郑叹对于现在的很多东西都看不上眼,只是闲着无聊就跟着瞧瞧罢了,消磨时间。也不知道方邵康到底在看什么,看得还挺认真。
傍晚的时候,方邵康来到一个广场,这里人比较多,周围不远处是商业街,广场上有一些人在跳舞,有年轻人的群体,也有中年大妈。
周围比较吵闹,方邵康可能也不想在这里呆了,准备离开。
在离开之前,郑叹被一阵吉他和弦声吸引了注意力。方邵康显然也注意到了,往那边走过去。

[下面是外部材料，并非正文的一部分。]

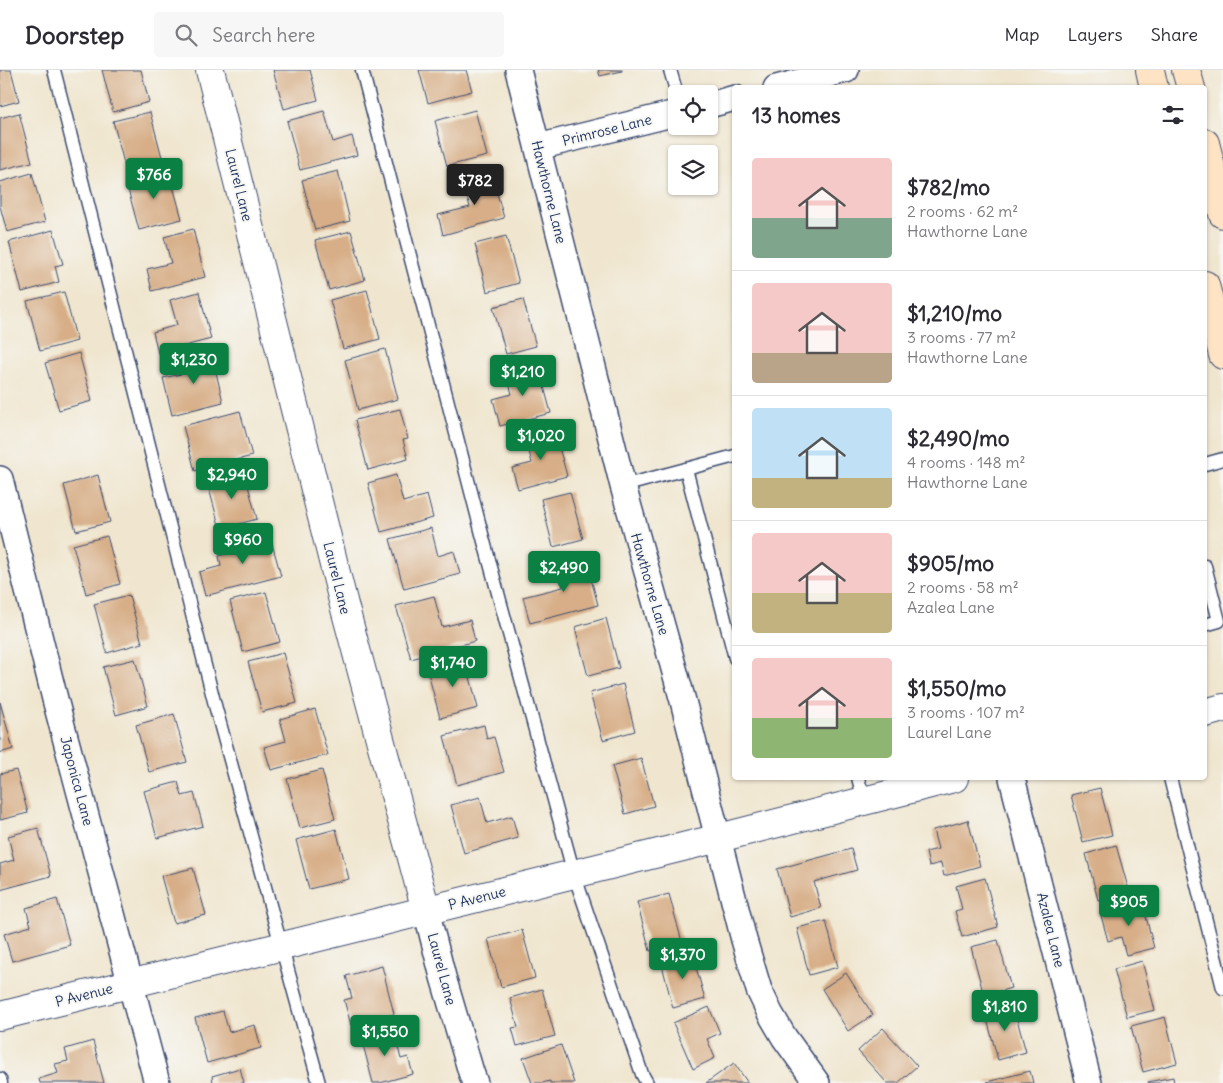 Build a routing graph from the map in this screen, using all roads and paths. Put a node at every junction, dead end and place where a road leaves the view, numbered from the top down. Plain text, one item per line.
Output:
1 (54, 70) edge
2 (210, 70) edge
3 (362, 70) edge
4 (518, 70) edge
5 (670, 70) edge
6 (1150, 70) edge
7 (1186, 70) edge
8 (834, 71) edge
9 (674, 85) edge
10 (786, 85) edge
11 (1153, 85) edge
12 (1190, 85) edge
13 (732, 99) edge
14 (718, 102) edge
15 (668, 115) edge
16 (538, 148) junction
17 (1207, 151) edge
18 (1223, 214) edge
19 (1207, 293) edge
20 (1223, 355) edge
21 (732, 457) edge
22 (1223, 459) edge
23 (1207, 463) edge
24 (686, 469) junction
25 (0, 479) edge
26 (623, 486) junction
27 (1207, 574) edge
28 (1207, 624) edge
29 (732, 646) edge
30 (1223, 708) edge
31 (1207, 712) edge
32 (937, 780) edge
33 (1013, 780) edge
34 (1171, 780) edge
35 (861, 789) edge
36 (719, 838) junction
37 (574, 874) junction
38 (426, 910) junction
39 (281, 947) junction
40 (130, 984) junction
41 (1223, 988) edge
42 (0, 1016) edge
43 (0, 1079) edge
44 (1, 1083) edge
45 (157, 1083) edge
46 (319, 1083) edge
47 (475, 1083) edge
48 (647, 1083) edge
49 (817, 1083) edge
50 (1089, 1083) edge

1 - 39 lane
2 - 38 street, Laurel Lane
3 - 37 lane
4 - 16 street, Hawthorne Lane
5 - 9 lane
6 - 11 main road
7 - 12 main road
8 - 10 street
13 - 14 street
15 - 16 street, Primrose Lane
16 - 26 street, Hawthorne Lane
17 - 18 main road
19 - 20 main road
21 - 24 lane
22 - 23 lane
24 - 26 lane
24 - 29 lane
25 - 40 street, Japonica Lane
26 - 36 street, Hawthorne Lane
27 - 28 lane
30 - 31 street
32 - 35 street, P Avenue
33 - 50 street, Azalea Lane
34 - 41 lane
35 - 36 street, P Avenue
36 - 37 street, P Avenue
36 - 49 street, Hawthorne Lane
37 - 38 street, P Avenue
37 - 48 lane
38 - 39 street, P Avenue
38 - 47 street, Laurel Lane
39 - 40 street, P Avenue
39 - 46 lane
40 - 42 street, P Avenue
40 - 45 street, Japonica Lane
43 - 44 lane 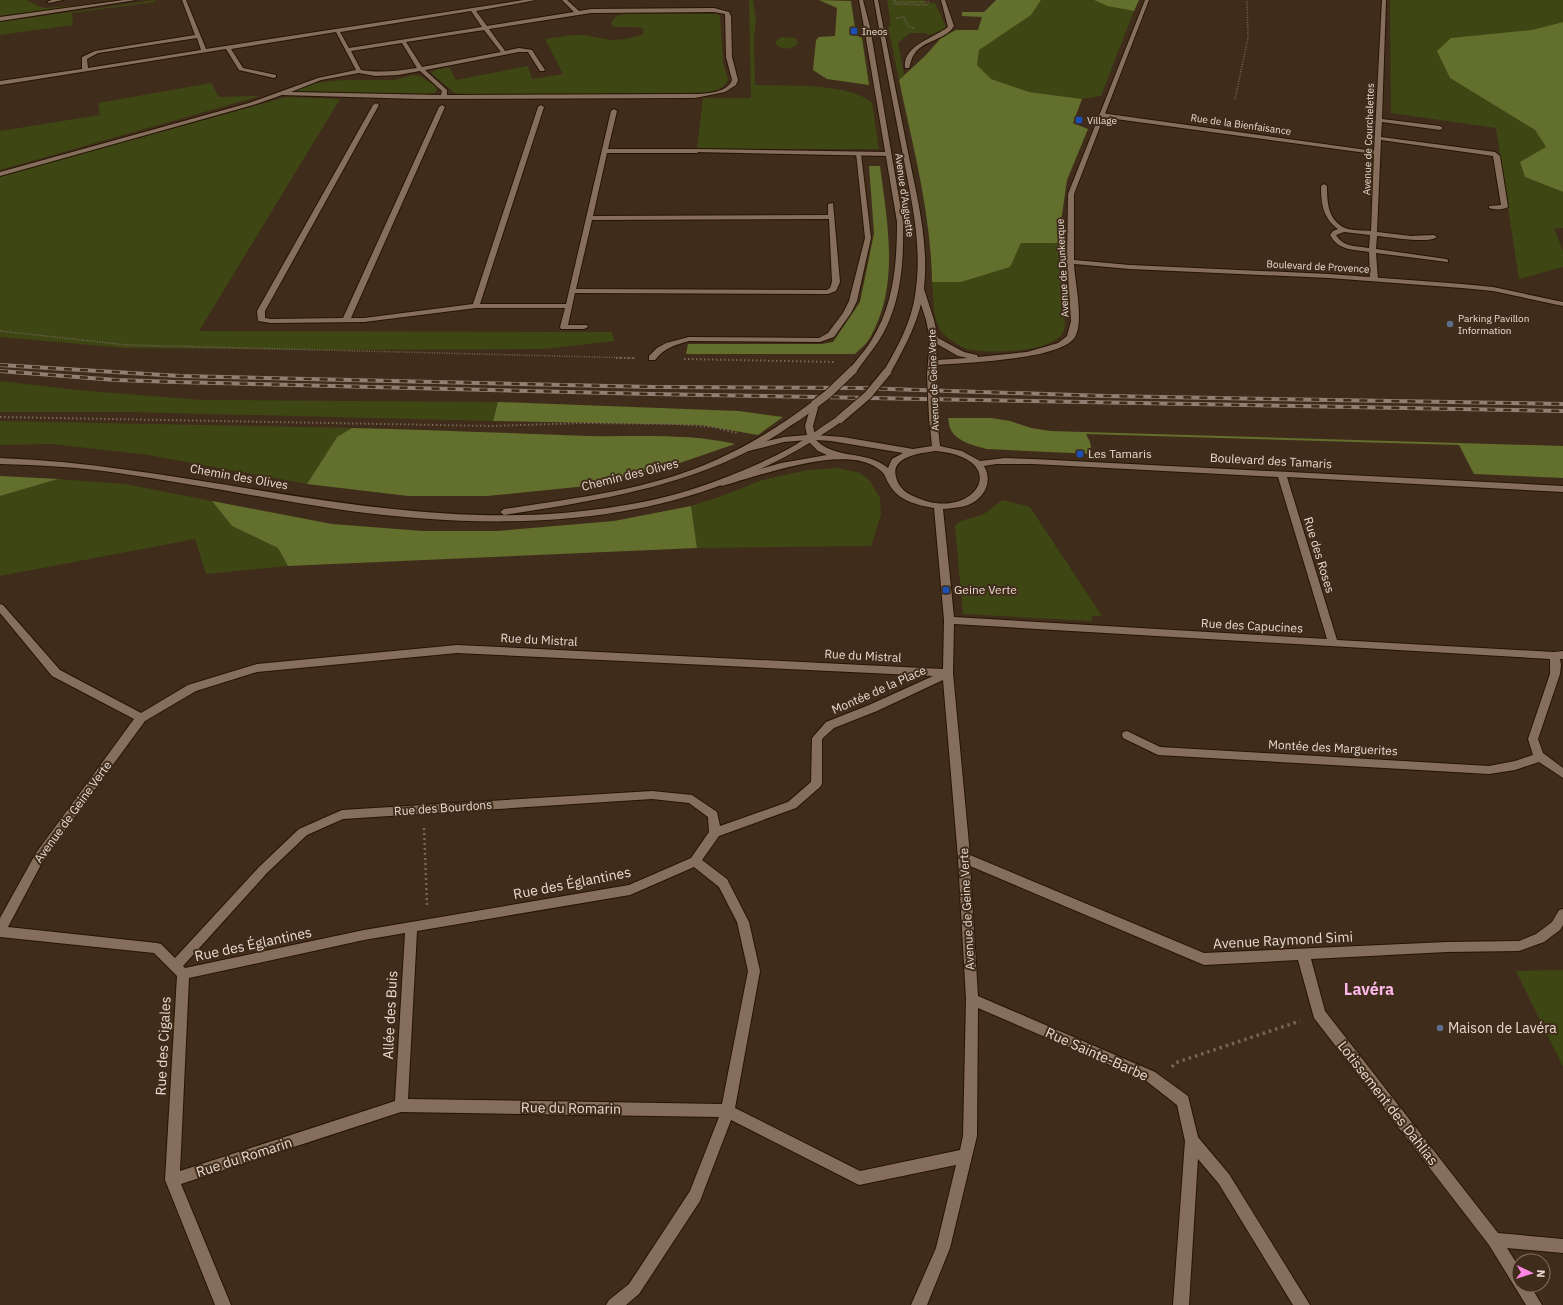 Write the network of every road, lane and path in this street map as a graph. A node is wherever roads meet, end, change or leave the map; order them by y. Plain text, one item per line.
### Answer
1 (61, 0) edge
2 (134, 0) edge
3 (184, 0) edge
4 (534, 0) edge
5 (564, 0) edge
6 (861, 0) edge
7 (876, 0) edge
8 (894, 0) edge
9 (1147, 0) edge
10 (1247, 0) edge
11 (1384, 0) edge
12 (914, 1) edge
13 (49, 2) dead end
14 (943, 2) edge
15 (891, 4) dead end
16 (472, 9) junction
17 (578, 13) junction
18 (893, 18) dead end
19 (0, 19) edge
20 (486, 28) junction
21 (916, 29) dead end
22 (337, 30) junction
23 (198, 36) junction
24 (403, 41) junction
25 (227, 47) junction
26 (204, 50) junction
27 (348, 50) junction
28 (504, 52) junction
29 (908, 67) dead end
30 (85, 69) junction
31 (421, 69) junction
32 (542, 70) dead end
33 (359, 71) junction
34 (274, 76) dead end
35 (0, 83) edge
36 (283, 93) junction
37 (444, 96) junction
38 (1235, 99) dead end
39 (376, 105) dead end
40 (442, 107) dead end
41 (541, 107) dead end
42 (614, 111) dead end
43 (1101, 115) junction
44 (1379, 120) junction
45 (1440, 128) dead end
46 (1378, 138) junction
47 (604, 151) junction
48 (1378, 153) junction
49 (858, 154) junction
50 (888, 154) junction
51 (0, 174) edge
52 (1324, 186) dead end
53 (831, 204) dead end
54 (1491, 207) dead end
55 (832, 217) junction
56 (589, 218) junction
57 (1344, 230) junction
58 (1374, 233) junction
59 (1434, 237) dead end
60 (1372, 251) junction
61 (1446, 261) dead end
62 (1070, 262) junction
63 (1374, 279) junction
64 (920, 289) junction
65 (572, 291) junction
66 (1563, 304) edge
67 (476, 306) junction
68 (568, 306) junction
69 (346, 320) junction
70 (584, 326) dead end
71 (0, 332) edge
72 (934, 340) junction
73 (652, 358) junction
74 (984, 359) junction
75 (859, 362) junction
76 (932, 363) junction
77 (815, 404) junction
78 (0, 417) edge
79 (741, 434) dead end
80 (810, 437) junction
81 (936, 448) junction
82 (746, 449) junction
83 (910, 451) junction
84 (843, 456) junction
85 (0, 460) edge
86 (978, 464) junction
87 (1281, 473) junction
88 (889, 474) junction
89 (704, 488) junction
90 (1563, 489) edge
91 (938, 507) junction
92 (474, 517) junction
93 (0, 607) edge
94 (949, 620) junction
95 (1333, 644) junction
96 (1558, 655) edge
97 (948, 674) junction
98 (140, 718) junction
99 (1127, 735) dead end
100 (1540, 757) junction
101 (1563, 774) edge
102 (423, 810) junction
103 (715, 833) junction
104 (964, 858) junction
105 (695, 861) junction
106 (1563, 914) edge
107 (428, 924) junction
108 (411, 927) junction
109 (0, 931) edge
110 (1303, 954) junction
111 (179, 970) junction
112 (972, 999) junction
113 (1320, 1014) junction
114 (1160, 1084) junction
115 (401, 1106) junction
116 (728, 1111) junction
117 (1192, 1141) junction
118 (965, 1156) junction
119 (172, 1180) junction
120 (1494, 1240) junction
121 (1563, 1246) edge
122 (1511, 1268) edge
123 (1527, 1293) edge
124 (223, 1305) edge
125 (614, 1305) edge
126 (920, 1305) edge
127 (1181, 1305) edge
128 (1302, 1305) edge
129 (1534, 1305) edge

1 - 13 street
2 - 19 street
3 - 23 street
4 - 16 street
5 - 17 street
6 - 50 street, Avenue d'Auguette
7 - 64 street, Avenue d'Auguette
8 - 12 path
9 - 43 street, Avenue de Dunkerque
10 - 38 path
11 - 44 street, Avenue de Courchelettes
12 - 14 path
14 - 15 path
14 - 29 street
16 - 20 street
16 - 22 street
17 - 20 street
17 - 37 street
18 - 21 path
20 - 24 street
20 - 28 street
22 - 25 street
22 - 27 street
23 - 26 street
23 - 30 street
24 - 27 street
24 - 31 street
25 - 26 street
25 - 34 street
26 - 30 street
27 - 33 street
28 - 31 street
28 - 32 street
30 - 35 street
31 - 33 street
31 - 37 street
33 - 36 street
36 - 37 street
36 - 51 street
39 - 69 street
40 - 69 street
41 - 67 street
42 - 47 street
43 - 48 street, Rue de la Bienfaisance
43 - 62 street, Avenue de Dunkerque
44 - 45 street
44 - 46 street, Avenue de Courchelettes
46 - 48 street, Avenue de Courchelettes
46 - 54 street
47 - 49 street
47 - 56 street
48 - 58 street, Avenue de Courchelettes
49 - 50 street
49 - 73 street
50 - 75 street, Avenue d'Auguette
52 - 57 street
53 - 55 street
55 - 56 street
55 - 65 street
56 - 65 street
57 - 58 street
57 - 60 street
58 - 59 street
58 - 60 street, Avenue de Courchelettes
60 - 61 street
60 - 63 street, Avenue de Courchelettes
62 - 63 street, Boulevard de Provence
62 - 74 street, Avenue de Dunkerque
63 - 66 street, Boulevard de Provence
64 - 72 street, Avenue de Geine Verte
64 - 80 street, Avenue d'Auguette, bridge
65 - 68 street
67 - 68 street
67 - 69 street
68 - 70 street
71 - 73 path
72 - 74 street, Avenue de Dunkerque
72 - 76 street, Avenue de Geine Verte
73 - 75 path
74 - 76 street, Avenue de Dunkerque
75 - 77 street, Avenue d'Auguette, bridge
76 - 81 street, Avenue de Geine Verte, bridge
77 - 80 street
77 - 82 street, Avenue d'Auguette
78 - 79 path
80 - 82 street, Chemin des Olives
80 - 83 street, Chemin des Olives
80 - 84 street, Chemin des Olives
80 - 89 street, Chemin des Olives
81 - 83 street
81 - 86 street
82 - 92 street, Chemin des Olives
83 - 88 street
84 - 88 street, Chemin des Olives
84 - 89 street, Chemin des Olives
85 - 92 street, Chemin des Olives
86 - 87 street, Boulevard des Tamaris
86 - 91 street
87 - 90 street, Boulevard des Tamaris
87 - 95 street, Rue des Roses
88 - 91 street
89 - 92 street, Chemin des Olives
91 - 94 street, Avenue de Geine Verte
93 - 98 street
94 - 95 street, Rue des Capucines
94 - 97 street, Avenue de Geine Verte
95 - 96 street, Rue des Capucines
96 - 100 street
97 - 98 street, Rue du Mistral
97 - 103 street, Montée de la Place
97 - 104 street, Avenue de Geine Verte
98 - 109 street, Avenue de Geine Verte
99 - 100 street, Montée des Marguerites
100 - 101 street
102 - 103 street, Rue des Bourdons
102 - 107 path
102 - 111 street, Rue des Bourdons
103 - 105 street
104 - 110 street, Avenue Raymond Simi
104 - 112 street, Avenue de Geine Verte
105 - 107 street, Rue des Églantines
105 - 116 street
106 - 110 street, Avenue Raymond Simi
107 - 108 street, Rue des Églantines
108 - 111 street, Rue des Églantines
108 - 115 street, Allée des Buis
109 - 111 street
110 - 113 street, Lotissement des Dahlias
111 - 119 street, Rue des Cigales
112 - 114 street, Rue Sainte-Barbe
112 - 118 street, Avenue de Geine Verte
113 - 114 path
113 - 120 street, Lotissement des Dahlias
114 - 117 street, Rue Sainte-Barbe
115 - 116 street, Rue du Romarin
115 - 119 street, Rue du Romarin
116 - 118 street, Rue du Romarin
116 - 125 street
117 - 127 street, Rue Sainte-Barbe
117 - 128 street
118 - 126 street, Avenue de Geine Verte
119 - 124 street, Rue des Cigales
120 - 121 street
120 - 122 street, Lotissement des Dahlias
123 - 129 street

在广场的一角,有几个年轻人在那里唱歌,周围也有人在看,但并不多。还有人往他们面前扔钱币。
方邵康看了会儿,在他们休息的时候,过去聊了聊。
这五个年轻人并不是这个城市的,也不是同一个地方的人,都是走到这里碰到了,大家也谈得来,就准备搞个乐队。本是上高中的年纪,还是个未成年的孩子,却并没有去上学,他们说因为太喜欢音乐,也想出来闯闯,见识一下世面。
在很多人的青春年代,都会有一个关于流浪的梦想,一个流浪情结。这种流浪算是一种对自由的向往,对梦想的追求,似乎没有什么能够阻挡那颗年轻的躁动的不知天高地厚的心。
郑叹模糊想起以前见到过一个流浪歌手,二十多岁的年纪,每天背着一把吉他,在城市的各个角落都唱过,有时候还会被一些小酒吧请过去唱唱。人们说起流浪歌手,都是“居无定所,四处漂泊”之类的印象。对于流浪歌手,郑叹也只停留在一个落魄的背影上,没有太多的记忆了。
那时候的郑叹经常出没会所ktv等地方,没那个闲心去听街头卖艺的嚎,对于流浪歌手也抱着一种轻视的态度。偶尔在一些漂亮妹子面前充个善人,撒点钱,而不是去当成一种精神享受,说到底,不过是偶尔消遣一下罢了。
“我需要的是大家的欣赏,而不是可怜我,我们也不像别人想象的那样蓬头垢面,不是头发里面甩出几只虱子就是所谓的街头艺术……”跟方邵康聊着的那个年轻人说着,将自己的想法分享。